- **Supplied information**
--- START ---

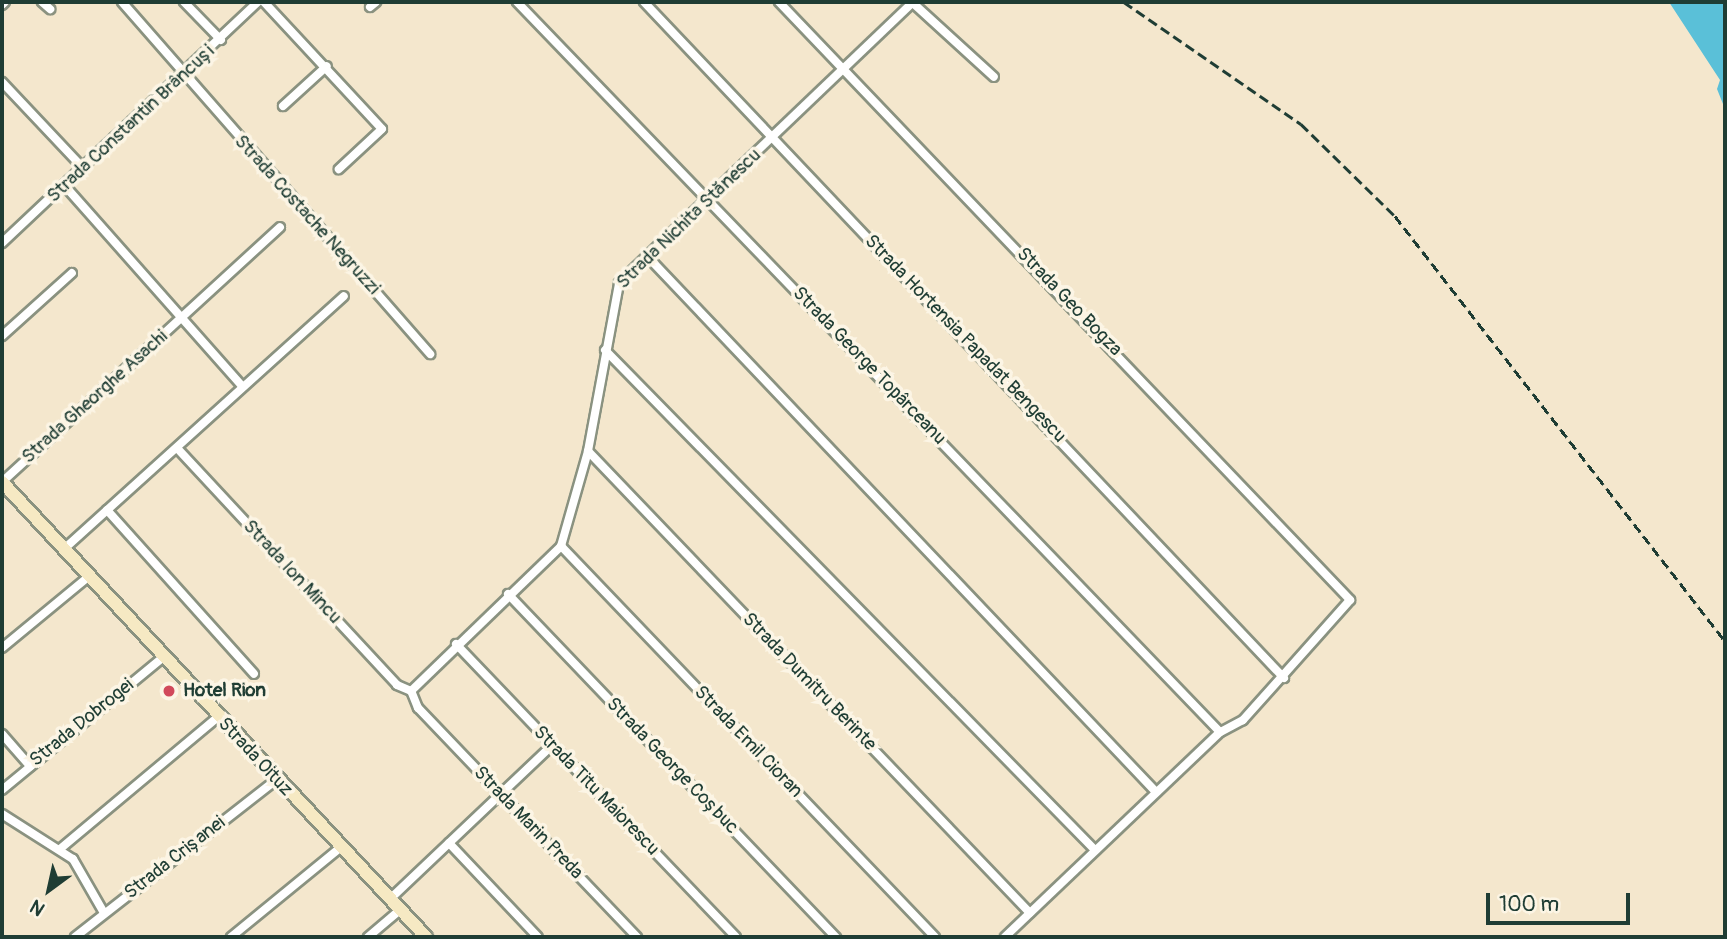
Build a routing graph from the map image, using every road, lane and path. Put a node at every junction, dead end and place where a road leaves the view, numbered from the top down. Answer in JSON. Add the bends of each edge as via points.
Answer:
{"nodes":[{"id":1,"x":42,"y":2,"type":"edge"},
{"id":2,"x":122,"y":2,"type":"edge"},
{"id":3,"x":184,"y":2,"type":"edge"},
{"id":4,"x":258,"y":2,"type":"edge"},
{"id":5,"x":264,"y":2,"type":"edge"},
{"id":6,"x":517,"y":2,"type":"edge"},
{"id":7,"x":644,"y":2,"type":"edge"},
{"id":8,"x":779,"y":2,"type":"edge"},
{"id":9,"x":913,"y":3,"type":"edge"},
{"id":10,"x":50,"y":9,"type":"dead end"},
{"id":11,"x":221,"y":40,"type":"junction"},
{"id":12,"x":327,"y":66,"type":"junction"},
{"id":13,"x":844,"y":70,"type":"junction"},
{"id":14,"x":188,"y":73,"type":"junction"},
{"id":15,"x":994,"y":77,"type":"dead end"},
{"id":16,"x":2,"y":82,"type":"edge"},
{"id":17,"x":283,"y":106,"type":"dead end"},
{"id":18,"x":772,"y":138,"type":"junction"},
{"id":19,"x":83,"y":168,"type":"junction"},
{"id":20,"x":339,"y":169,"type":"dead end"},
{"id":21,"x":65,"y":186,"type":"junction"},
{"id":22,"x":708,"y":199,"type":"junction"},
{"id":23,"x":280,"y":227,"type":"dead end"},
{"id":24,"x":2,"y":241,"type":"edge"},
{"id":25,"x":647,"y":256,"type":"junction"},
{"id":26,"x":72,"y":272,"type":"dead end"},
{"id":27,"x":344,"y":296,"type":"dead end"},
{"id":28,"x":182,"y":318,"type":"junction"},
{"id":29,"x":2,"y":337,"type":"edge"},
{"id":30,"x":605,"y":350,"type":"junction"},
{"id":31,"x":430,"y":354,"type":"dead end"},
{"id":32,"x":243,"y":387,"type":"junction"},
{"id":33,"x":177,"y":448,"type":"junction"},
{"id":34,"x":589,"y":452,"type":"junction"},
{"id":35,"x":2,"y":482,"type":"edge"},
{"id":36,"x":107,"y":510,"type":"junction"},
{"id":37,"x":561,"y":546,"type":"junction"},
{"id":38,"x":64,"y":549,"type":"junction"},
{"id":39,"x":88,"y":576,"type":"junction"},
{"id":40,"x":508,"y":594,"type":"junction"},
{"id":41,"x":456,"y":644,"type":"junction"},
{"id":42,"x":2,"y":648,"type":"edge"},
{"id":43,"x":162,"y":657,"type":"junction"},
{"id":44,"x":254,"y":674,"type":"dead end"},
{"id":45,"x":1284,"y":678,"type":"junction"},
{"id":46,"x":411,"y":691,"type":"junction"},
{"id":47,"x":218,"y":718,"type":"junction"},
{"id":48,"x":1220,"y":733,"type":"junction"},
{"id":49,"x":2,"y":734,"type":"edge"},
{"id":50,"x":552,"y":745,"type":"junction"},
{"id":51,"x":30,"y":766,"type":"junction"},
{"id":52,"x":276,"y":780,"type":"junction"},
{"id":53,"x":2,"y":790,"type":"edge"},
{"id":54,"x":1156,"y":792,"type":"junction"},
{"id":55,"x":499,"y":793,"type":"junction"},
{"id":56,"x":2,"y":814,"type":"edge"},
{"id":57,"x":449,"y":843,"type":"junction"},
{"id":58,"x":341,"y":847,"type":"junction"},
{"id":59,"x":60,"y":849,"type":"junction"},
{"id":60,"x":1095,"y":850,"type":"junction"},
{"id":61,"x":390,"y":900,"type":"junction"},
{"id":62,"x":400,"y":910,"type":"junction"},
{"id":63,"x":1030,"y":912,"type":"junction"},
{"id":64,"x":104,"y":913,"type":"junction"},
{"id":65,"x":75,"y":937,"type":"edge"},
{"id":66,"x":231,"y":937,"type":"edge"},
{"id":67,"x":368,"y":937,"type":"edge"},
{"id":68,"x":426,"y":937,"type":"edge"},
{"id":69,"x":538,"y":937,"type":"edge"},
{"id":70,"x":637,"y":937,"type":"edge"},
{"id":71,"x":736,"y":937,"type":"edge"},
{"id":72,"x":836,"y":937,"type":"edge"},
{"id":73,"x":935,"y":937,"type":"edge"},
{"id":74,"x":1005,"y":937,"type":"edge"}],
"edges":[{"from":1,"to":10,"type":"street"},
{"from":2,"to":14,"type":"street"},
{"from":3,"to":11,"type":"street"},
{"from":4,"to":11,"type":"street","name":"Strada Constantin Brâncuși"},
{"from":5,"to":12,"type":"street"},
{"from":6,"to":22,"type":"street","name":"Strada George Topârceanu"},
{"from":7,"to":18,"type":"street","name":"Strada Hortensia Papadat Bengescu"},
{"from":8,"to":13,"type":"street","name":"Strada Geo Bogza"},
{"from":9,"to":13,"type":"street","name":"Strada Nichita Stănescu"},
{"from":9,"to":15,"type":"street"},
{"from":11,"to":14,"type":"street","name":"Strada Constantin Brâncuși"},
{"from":12,"to":17,"type":"street"},
{"from":12,"to":20,"type":"street","via":[[382,130]]},
{"from":13,"to":18,"type":"street","name":"Strada Nichita Stănescu"},
{"from":13,"to":45,"type":"street","name":"Strada Geo Bogza","via":[[1348,592],[1349,607]]},
{"from":14,"to":19,"type":"street","name":"Strada Constantin Brâncuși"},
{"from":14,"to":31,"type":"street","name":"Strada Costache Negruzzi","via":[[200,95]]},
{"from":16,"to":19,"type":"street"},
{"from":18,"to":22,"type":"street","name":"Strada Nichita Stănescu"},
{"from":18,"to":45,"type":"street","name":"Strada Hortensia Papadat Bengescu"},
{"from":19,"to":21,"type":"street","name":"Strada Constantin Brâncuși"},
{"from":21,"to":24,"type":"street","name":"Strada Constantin Brâncuși"},
{"from":21,"to":28,"type":"street","name":"Strada Gheorghe Asachi"},
{"from":22,"to":25,"type":"street","name":"Strada Nichita Stănescu"},
{"from":22,"to":48,"type":"street","name":"Strada George Topârceanu"},
{"from":23,"to":28,"type":"street"},
{"from":25,"to":30,"type":"street","name":"Strada Nichita Stănescu","via":[[614,290]]},
{"from":25,"to":54,"type":"street"},
{"from":26,"to":29,"type":"street"},
{"from":27,"to":32,"type":"street"},
{"from":28,"to":32,"type":"street"},
{"from":28,"to":35,"type":"street","name":"Strada Gheorghe Asachi"},
{"from":30,"to":34,"type":"street","name":"Strada Nichita Stănescu"},
{"from":30,"to":60,"type":"street"},
{"from":32,"to":33,"type":"street"},
{"from":33,"to":36,"type":"street"},
{"from":33,"to":46,"type":"street","name":"Strada Ion Mincu","via":[[397,685]]},
{"from":34,"to":37,"type":"street","name":"Strada Nichita Stănescu"},
{"from":34,"to":63,"type":"street","name":"Strada Dumitru Berinte"},
{"from":35,"to":38,"type":"main road","name":"Strada Oituz"},
{"from":36,"to":38,"type":"street"},
{"from":36,"to":44,"type":"street"},
{"from":37,"to":40,"type":"street"},
{"from":37,"to":73,"type":"street","name":"Strada Emil Cioran"},
{"from":38,"to":39,"type":"main road","name":"Strada Oituz"},
{"from":39,"to":42,"type":"street"},
{"from":39,"to":43,"type":"main road","name":"Strada Oituz"},
{"from":40,"to":41,"type":"street"},
{"from":40,"to":72,"type":"street","name":"Strada George Coșbuc"},
{"from":41,"to":46,"type":"street"},
{"from":41,"to":50,"type":"street","name":"Strada Titu Maiorescu"},
{"from":43,"to":47,"type":"main road","name":"Strada Oituz"},
{"from":43,"to":51,"type":"street","name":"Strada Dobrogei"},
{"from":45,"to":48,"type":"street","via":[[1243,720]]},
{"from":46,"to":55,"type":"street","name":"Strada Marin Preda","via":[[418,708]]},
{"from":47,"to":52,"type":"main road","name":"Strada Oituz"},
{"from":47,"to":59,"type":"street"},
{"from":48,"to":54,"type":"street"},
{"from":49,"to":51,"type":"street"},
{"from":50,"to":55,"type":"street"},
{"from":50,"to":71,"type":"street","name":"Strada Titu Maiorescu"},
{"from":51,"to":53,"type":"street","name":"Strada Dobrogei"},
{"from":52,"to":58,"type":"main road","name":"Strada Oituz"},
{"from":52,"to":64,"type":"street","name":"Strada Crișanei"},
{"from":54,"to":60,"type":"street"},
{"from":55,"to":57,"type":"street"},
{"from":55,"to":70,"type":"street","name":"Strada Marin Preda"},
{"from":56,"to":59,"type":"street"},
{"from":57,"to":61,"type":"street"},
{"from":57,"to":69,"type":"street"},
{"from":58,"to":61,"type":"main road","name":"Strada Oituz"},
{"from":58,"to":66,"type":"street"},
{"from":59,"to":64,"type":"street","via":[[86,876]]},
{"from":60,"to":63,"type":"street"},
{"from":61,"to":62,"type":"main road","name":"Strada Oituz"},
{"from":62,"to":67,"type":"street"},
{"from":62,"to":68,"type":"main road","name":"Strada Oituz"},
{"from":63,"to":74,"type":"street"},
{"from":64,"to":65,"type":"street","name":"Strada Crișanei"}]}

--- END ---

Report the number of lines in the material above holding the word "Marin", without anything else.

2